We talked about the Newton-Raphson method for finding a root. Need second derivatives to do this. Converges quadratically (when it converges…)

Albert has redefined the definition of his ‘laplace’ function. I will post the code when Jeff sends it to me. We ran the code and got the variance-covariance matrix. Note, always check that the N-R method converged. The Laplace approximation just uses this output to give a contour plot, using Albert’s function is ‘lbinorm’. Did not look much like the actual contour plot for the real function.

Note that if Laplace is a good approximation, then a 95% credible interval is given by going out 1.96 standard deviations in each direction.

Move on to rejection sampling. Our problem was not well-approximated by Laplace, so we don’t want to use it for inference. A better terminology would be “acceptance-rejection” sampling.

It is a clever way to generate an independent sample from the posterior.

Objective is to generate a random sample from the density g(θ|x)=f(x|θ)g(θ)/m(x) where m(x)=∫f(x|θ)g(θ)dθ

Algorithm: Let p(θ) be a density that we can easily sample from (e.g., a normal or a beta or a gamma) and such that there exists a constant c satisfying g(θ|x)≤cp(θ) for all θ.

p(θ) is called a proposal or enveloping function.

To obtain a sample from the posterior distribution, do the following:

1) generate θ* from the proposal distribution and u~U(0,1).
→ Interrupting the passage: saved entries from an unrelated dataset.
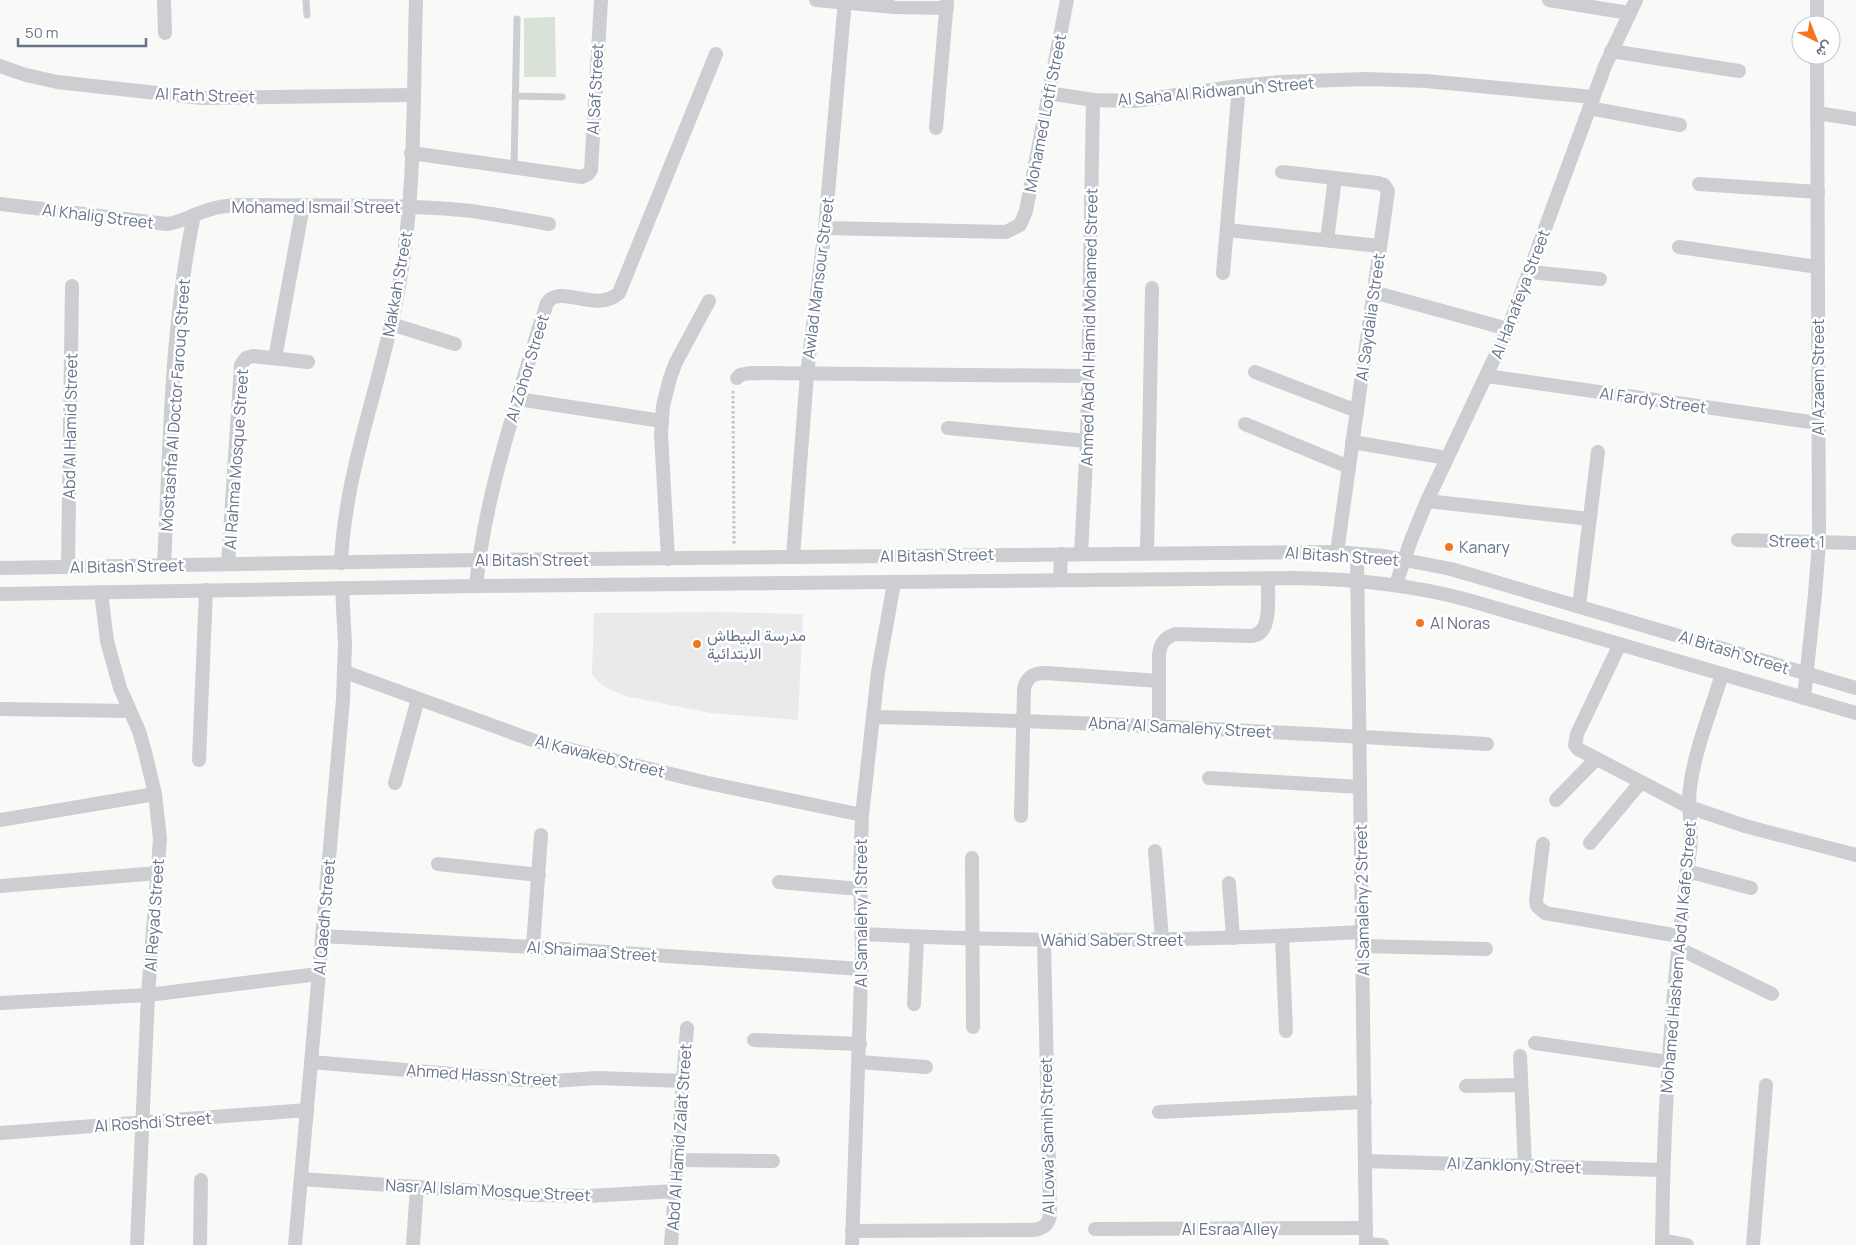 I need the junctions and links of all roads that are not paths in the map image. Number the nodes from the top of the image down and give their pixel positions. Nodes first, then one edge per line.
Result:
1 (164, 0) edge
2 (306, 0) edge
3 (416, 0) edge
4 (601, 0) edge
5 (816, 0) edge
6 (1067, 0) edge
7 (1550, 0) edge
8 (1636, 0) edge
9 (1816, 0) edge
10 (845, 2) edge
11 (947, 4) edge
12 (1629, 13) junction
13 (307, 15) dead end
14 (1817, 15) edge
15 (517, 19) dead end
16 (165, 33) dead end
17 (1611, 51) junction
18 (716, 54) dead end
19 (1817, 65) edge
20 (0, 66) edge
21 (1739, 72) dead end
22 (1240, 86) junction
23 (1048, 93) junction
24 (413, 95) junction
25 (515, 96) junction
26 (562, 97) dead end
27 (1093, 100) junction
28 (1591, 103) junction
29 (1817, 113) junction
30 (1856, 119) edge
31 (1680, 125) dead end
32 (936, 128) dead end
33 (412, 153) junction
34 (514, 167) junction
35 (1282, 172) dead end
36 (1335, 178) junction
37 (1699, 184) dead end
38 (1818, 192) junction
39 (0, 204) edge
40 (303, 206) junction
41 (409, 207) junction
42 (194, 216) junction
43 (549, 224) dead end
44 (825, 228) junction
45 (1227, 230) junction
46 (1327, 240) junction
47 (1380, 246) junction
48 (1679, 247) dead end
49 (1818, 267) junction
50 (1530, 272) junction
51 (1223, 273) dead end
52 (1600, 279) dead end
53 (72, 286) dead end
54 (1152, 288) dead end
55 (1373, 292) junction
56 (709, 300) dead end
57 (391, 324) junction
58 (1508, 329) junction
59 (455, 344) dead end
60 (275, 358) junction
61 (308, 362) dead end
62 (1255, 372) dead end
63 (807, 374) junction
64 (1088, 376) junction
65 (1487, 376) junction
66 (737, 378) road end
67 (518, 399) junction
68 (1357, 411) junction
69 (662, 421) junction
70 (1818, 423) junction
71 (1246, 424) dead end
72 (948, 428) dead end
73 (1087, 441) junction
74 (1352, 442) junction
75 (1598, 452) dead end
76 (1447, 458) junction
77 (1349, 467) junction
78 (1427, 501) junction
79 (1590, 519) junction
80 (1738, 540) dead end
81 (1819, 542) junction
82 (1856, 543) edge
83 (1337, 552) junction
84 (1147, 553) junction
85 (1061, 554) junction
86 (1082, 554) junction
87 (1356, 554) junction
88 (793, 556) junction
89 (668, 559) junction
90 (479, 560) junction
91 (1404, 560) junction
92 (340, 563) junction
93 (228, 564) junction
94 (164, 565) junction
95 (68, 567) junction
96 (0, 568) edge
97 (1268, 578) junction
98 (1060, 580) junction
99 (1356, 580) junction
100 (894, 582) junction
101 (1396, 584) junction
102 (476, 586) junction
103 (342, 588) junction
104 (206, 590) junction
105 (102, 592) junction
106 (0, 594) edge
107 (1579, 606) junction
108 (1620, 644) junction
109 (345, 672) junction
110 (1722, 674) junction
111 (1807, 674) junction
112 (1159, 681) junction
113 (1856, 688) edge
114 (1804, 698) junction
115 (418, 699) junction
116 (0, 710) edge
117 (130, 711) junction
118 (1856, 713) edge
119 (872, 717) junction
120 (1022, 720) junction
121 (1159, 726) junction
122 (1359, 736) junction
123 (1488, 744) dead end
124 (1596, 759) junction
125 (199, 760) dead end
126 (1209, 778) dead end
127 (1641, 782) junction
128 (395, 783) dead end
129 (1360, 787) junction
130 (155, 794) junction
131 (1556, 800) dead end
132 (1690, 806) junction
133 (862, 815) junction
134 (1020, 816) dead end
135 (0, 820) edge
136 (542, 835) dead end
137 (1590, 843) dead end
138 (1543, 844) dead end
139 (1156, 851) dead end
140 (1856, 855) edge
141 (972, 858) dead end
142 (438, 864) dead end
143 (1687, 871) junction
144 (158, 873) junction
145 (539, 875) junction
146 (779, 882) dead end
147 (1229, 883) dead end
148 (0, 886) edge
149 (1751, 888) dead end
150 (860, 889) junction
151 (862, 934) junction
152 (322, 936) junction
153 (917, 937) junction
154 (1282, 937) junction
155 (1233, 938) junction
156 (973, 939) junction
157 (1362, 939) junction
158 (1162, 940) junction
159 (1044, 941) junction
160 (1678, 942) junction
161 (533, 947) junction
162 (1486, 949) dead end
163 (862, 969) junction
164 (318, 974) junction
165 (1772, 994) dead end
166 (148, 995) junction
167 (0, 1003) edge
168 (914, 1004) dead end
169 (973, 1027) dead end
170 (687, 1028) dead end
171 (1286, 1031) dead end
172 (754, 1040) dead end
173 (860, 1044) junction
174 (1535, 1044) dead end
175 (1520, 1056) dead end
176 (311, 1062) junction
177 (859, 1062) junction
178 (1668, 1062) junction
179 (926, 1067) dead end
180 (683, 1081) junction
181 (1521, 1085) junction
182 (1766, 1085) dead end
183 (1466, 1086) dead end
184 (1365, 1102) junction
185 (307, 1110) junction
186 (1159, 1112) dead end
187 (142, 1122) junction
188 (0, 1133) edge
189 (677, 1160) junction
190 (773, 1161) dead end
191 (1365, 1161) junction
192 (1524, 1166) junction
193 (1662, 1170) junction
194 (301, 1179) junction
195 (201, 1180) dead end
196 (417, 1187) junction
197 (675, 1192) junction
198 (1366, 1228) junction
199 (1095, 1229) dead end
200 (967, 1230) junction
201 (852, 1238) edge
202 (1662, 1243) edge
203 (1366, 1244) edge
204 (137, 1245) edge
205 (200, 1245) edge
206 (295, 1245) edge
207 (413, 1245) edge
208 (671, 1245) edge
209 (966, 1245) edge
210 (1382, 1245) edge
211 (1688, 1245) edge
212 (1754, 1245) edge

1 - 16 street
2 - 13 lane
3 - 24 street, Makkah Street
4 - 34 street, Al Saf Street
5 - 10 street
6 - 23 street, Mohamed Lotfi Street
7 - 12 street
8 - 12 street, Al Hanafeya Street
9 - 14 street
10 - 11 street
10 - 44 street, Awlad Mansour Street
11 - 32 street
12 - 17 street, Al Hanafeya Street
15 - 25 lane
17 - 21 street
17 - 28 street, Al Hanafeya Street
18 - 67 street, Al Zohor Street
19 - 29 street, Al Azaem Street
20 - 24 street, Al Fath Street
22 - 27 street, Al Saha Al Ridwanuh Street
22 - 28 street, Al Saha Al Ridwanuh Street
22 - 45 street
23 - 27 street, Al Saha Al Ridwanuh Street
23 - 44 street, Mohamed Lotfi Street
24 - 33 street, Makkah Street
25 - 26 lane
25 - 34 lane
27 - 64 street, Ahmed Abd Al Hamid Mohamed Street
28 - 31 street, Al Saha Al Ridwanuh Street
28 - 50 street, Al Hanafeya Street
29 - 30 street
29 - 38 street, Al Azaem Street
33 - 34 street
33 - 41 street, Makkah Street
35 - 36 street, Al Saydalia Street
36 - 46 street
36 - 47 street, Al Saydalia Street
37 - 38 street
38 - 49 street, Al Azaem Street
39 - 42 street, Al Khalig Street
40 - 41 street, Mohamed Ismail Street
40 - 42 street, Mohamed Ismail Street
40 - 60 street
41 - 43 street, Mohamed Ismail Street
41 - 57 street, Makkah Street
42 - 94 street, Mostashfa Al Doctor Farouq Street
44 - 63 street, Awlad Mansour Street
45 - 46 street
45 - 51 street
46 - 47 street
47 - 55 street, Al Saydalia Street
48 - 49 street
49 - 70 street, Al Azaem Street
50 - 52 street
50 - 58 street, Al Hanafeya Street
53 - 95 street, Abd Al Hamid Street
54 - 84 street
55 - 58 street
55 - 68 street, Al Saydalia Street
56 - 69 street
57 - 59 street
57 - 92 street, Makkah Street
58 - 65 street, Al Hanafeya Street
60 - 61 street, Al Rahma Mosque Street
60 - 93 street, Al Rahma Mosque Street
62 - 68 street
63 - 64 street
63 - 66 street
63 - 88 street, Awlad Mansour Street
64 - 73 street, Ahmed Abd Al Hamid Mohamed Street
65 - 70 street, Al Fardy Street
65 - 76 street, Al Hanafeya Street
67 - 69 street
67 - 90 street, Al Zohor Street
68 - 74 street, Al Saydalia Street
69 - 89 street
70 - 81 street, Al Azaem Street
71 - 77 street
72 - 73 street
73 - 86 street, Ahmed Abd Al Hamid Mohamed Street
74 - 76 street
74 - 77 street, Al Saydalia Street
75 - 79 street
76 - 78 street, Al Hanafeya Street
77 - 83 street, Al Saydalia Street
78 - 79 street
78 - 91 street, Al Hanafeya Street
79 - 107 street
80 - 81 street, Street 1
81 - 82 street, Street 1
81 - 111 street, Al Azaem Street
83 - 84 street, Al Bitash Street
83 - 87 street, Al Bitash Street
84 - 86 street, Al Bitash Street
85 - 86 street, Al Bitash Street
85 - 88 street, Al Bitash Street
85 - 98 street
87 - 91 street, Al Bitash Street
87 - 99 street, Al Samalehy 2 Street
88 - 89 street, Al Bitash Street
89 - 90 street, Al Bitash Street
90 - 92 street, Al Bitash Street
90 - 102 street, Al Zohor Street
91 - 101 street, Al Hanafeya Street
91 - 107 street, Al Bitash Street
92 - 93 street, Al Bitash Street
93 - 94 street, Al Bitash Street
94 - 95 street, Al Bitash Street
95 - 96 street, Al Bitash Street
97 - 98 street, Al Bitash Street
97 - 99 street, Al Bitash Street
97 - 112 street
98 - 100 street, Al Bitash Street
99 - 101 street, Al Bitash Street
99 - 122 street, Al Samalehy 2 Street
100 - 102 street, Al Bitash Street
100 - 119 street, Al Samalehy 1 Street
101 - 108 street, Al Bitash Street
102 - 103 street, Al Bitash Street
103 - 104 street, Al Bitash Street
103 - 109 street, Al Qaedh Street
104 - 105 street, Al Bitash Street
104 - 125 street
105 - 106 street, Al Bitash Street
105 - 117 street, Al Reyad Street
107 - 111 street, Al Bitash Street
108 - 110 street, Al Bitash Street
108 - 124 street
109 - 115 street, Al Kawakeb Street
109 - 152 street, Al Qaedh Street
110 - 114 street, Al Bitash Street
110 - 132 street, Mohamed Hashem Abd Al Kafe Street
111 - 113 street, Al Bitash Street
111 - 114 street, Al Azaem Street
112 - 120 street
112 - 121 street
114 - 118 street, Al Bitash Street
115 - 128 street
115 - 133 street, Al Kawakeb Street
116 - 117 street
117 - 130 street, Al Reyad Street
119 - 120 street, Abna' Al Samalehy Street
119 - 133 street, Al Samalehy 1 Street
120 - 121 street, Abna' Al Samalehy Street
120 - 134 street
121 - 122 street, Abna' Al Samalehy Street
122 - 123 street, Abna' Al Samalehy Street
122 - 129 street, Al Samalehy 2 Street
124 - 127 street
124 - 131 street
126 - 129 street
127 - 132 street
127 - 137 street
129 - 157 street, Al Samalehy 2 Street
130 - 135 street
130 - 144 street, Al Reyad Street
132 - 140 street
132 - 143 street, Mohamed Hashem Abd Al Kafe Street
133 - 150 street, Al Samalehy 1 Street
136 - 145 street
138 - 160 street
139 - 158 street
141 - 156 street
142 - 145 street
143 - 149 street
143 - 160 street, Mohamed Hashem Abd Al Kafe Street
144 - 148 street
144 - 166 street, Al Reyad Street
145 - 161 street
146 - 150 street
147 - 155 street
150 - 151 street, Al Samalehy 1 Street
151 - 153 street, Wahid Saber Street
151 - 163 street, Al Samalehy 1 Street
152 - 161 street, Al Shaimaa Street
152 - 164 street, Al Qaedh Street
153 - 156 street, Wahid Saber Street
153 - 168 street
154 - 155 street, Wahid Saber Street
154 - 157 street, Wahid Saber Street
154 - 171 street
155 - 158 street, Wahid Saber Street
156 - 159 street, Wahid Saber Street
156 - 169 street
157 - 162 street, Wahid Saber Street
157 - 184 street, Al Samalehy 2 Street
158 - 159 street, Wahid Saber Street
159 - 200 street, Al Lowa' Samih Street
160 - 165 street
160 - 178 street, Mohamed Hashem Abd Al Kafe Street
161 - 163 street, Al Shaimaa Street
163 - 173 street, Al Samalehy 1 Street
164 - 166 street
164 - 176 street, Al Qaedh Street
166 - 167 street
166 - 187 street, Al Reyad Street
170 - 180 street, Abd Al Hamid Zalat Street
172 - 173 street
173 - 177 street, Al Samalehy 1 Street
174 - 178 street
175 - 181 street
176 - 180 street, Ahmed Hassn Street
176 - 185 street, Al Qaedh Street
177 - 179 street
177 - 201 street, Al Samalehy 1 Street
178 - 193 street, Mohamed Hashem Abd Al Kafe Street
180 - 189 street, Abd Al Hamid Zalat Street
181 - 183 street
181 - 192 street
182 - 212 street
184 - 186 street
184 - 191 street, Al Samalehy 2 Street
185 - 187 street, Al Roshdi Street
185 - 194 street, Al Qaedh Street
187 - 188 street, Al Roshdi Street
187 - 204 street, Al Reyad Street
189 - 190 street
189 - 197 street, Abd Al Hamid Zalat Street
191 - 192 street, Al Zanklony Street
191 - 198 street, Al Samalehy 2 Street
192 - 193 street, Al Zanklony Street
193 - 202 street, Mohamed Hashem Abd Al Kafe Street
194 - 196 street, Nasr Al Islam Mosque Street
194 - 206 street, Al Qaedh Street
195 - 205 street
196 - 197 street, Nasr Al Islam Mosque Street
196 - 207 street
197 - 208 street, Abd Al Hamid Zalat Street
198 - 199 street, Al Esraa Alley
198 - 203 street, Al Samalehy 2 Street
200 - 201 street, Al Lowa' Samih Street
200 - 209 street
202 - 211 street
203 - 210 street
2) Check if u≤f(x|θ*)g(θ*)/cp(θ*). If it is, accept θ=θ* as a draw from g(θ|x). If not, return to step 1.

3. Repeat steps 1-2 to obtain a sample of the desired size.

Remarks:

1) Finding a suitable p(θ) is the difficult part. It must dominate the target distribution. Also, you want the proposal to approximate the target well, otherwise you will get many rejections and the program will run quite slowly.

2) It can be shown that the acceptance rate is m/c where m=∫f(x|θ)g(θ)dθ. Since the acceptance rate goes as 1/c, if the match is bad you may need to pick a large c and hence get a low acceptance rate.

3) An advantage is that we don’t have to worry about mixing or convergence.

4) Often a fat-tailed distribution like a t is a better choice than, say, a normal…you need to have the proposal dominate out in the tails. This is what we’ll do with the beta-binomial problem.

5) (Not mentioned in class): We don’t need to know the normalizing constant m(x) for this scheme to work!!!

Example: “betabinomial.r” which will appear on the web page. Uses a t with 4 dof as the proposal distribution, with same mean and scale matrix from the Laplace approximation.

We still need to find the bounding constant c.

Procedure to find c: Find d such that log[f(x|θ)g(θ)]-log(p(θ)≤d for all θ:. Then c=exp(d). This procedure is implemented in the LearnBayes function ‘betabinT’ with the function ‘laplace’.

We ran the code to get the appropriate bounding constant. Then we obtained a sample by rejection sampling. We showed that it looks like the contours, and computed means, showed the marginal distribution, quantiles, etc.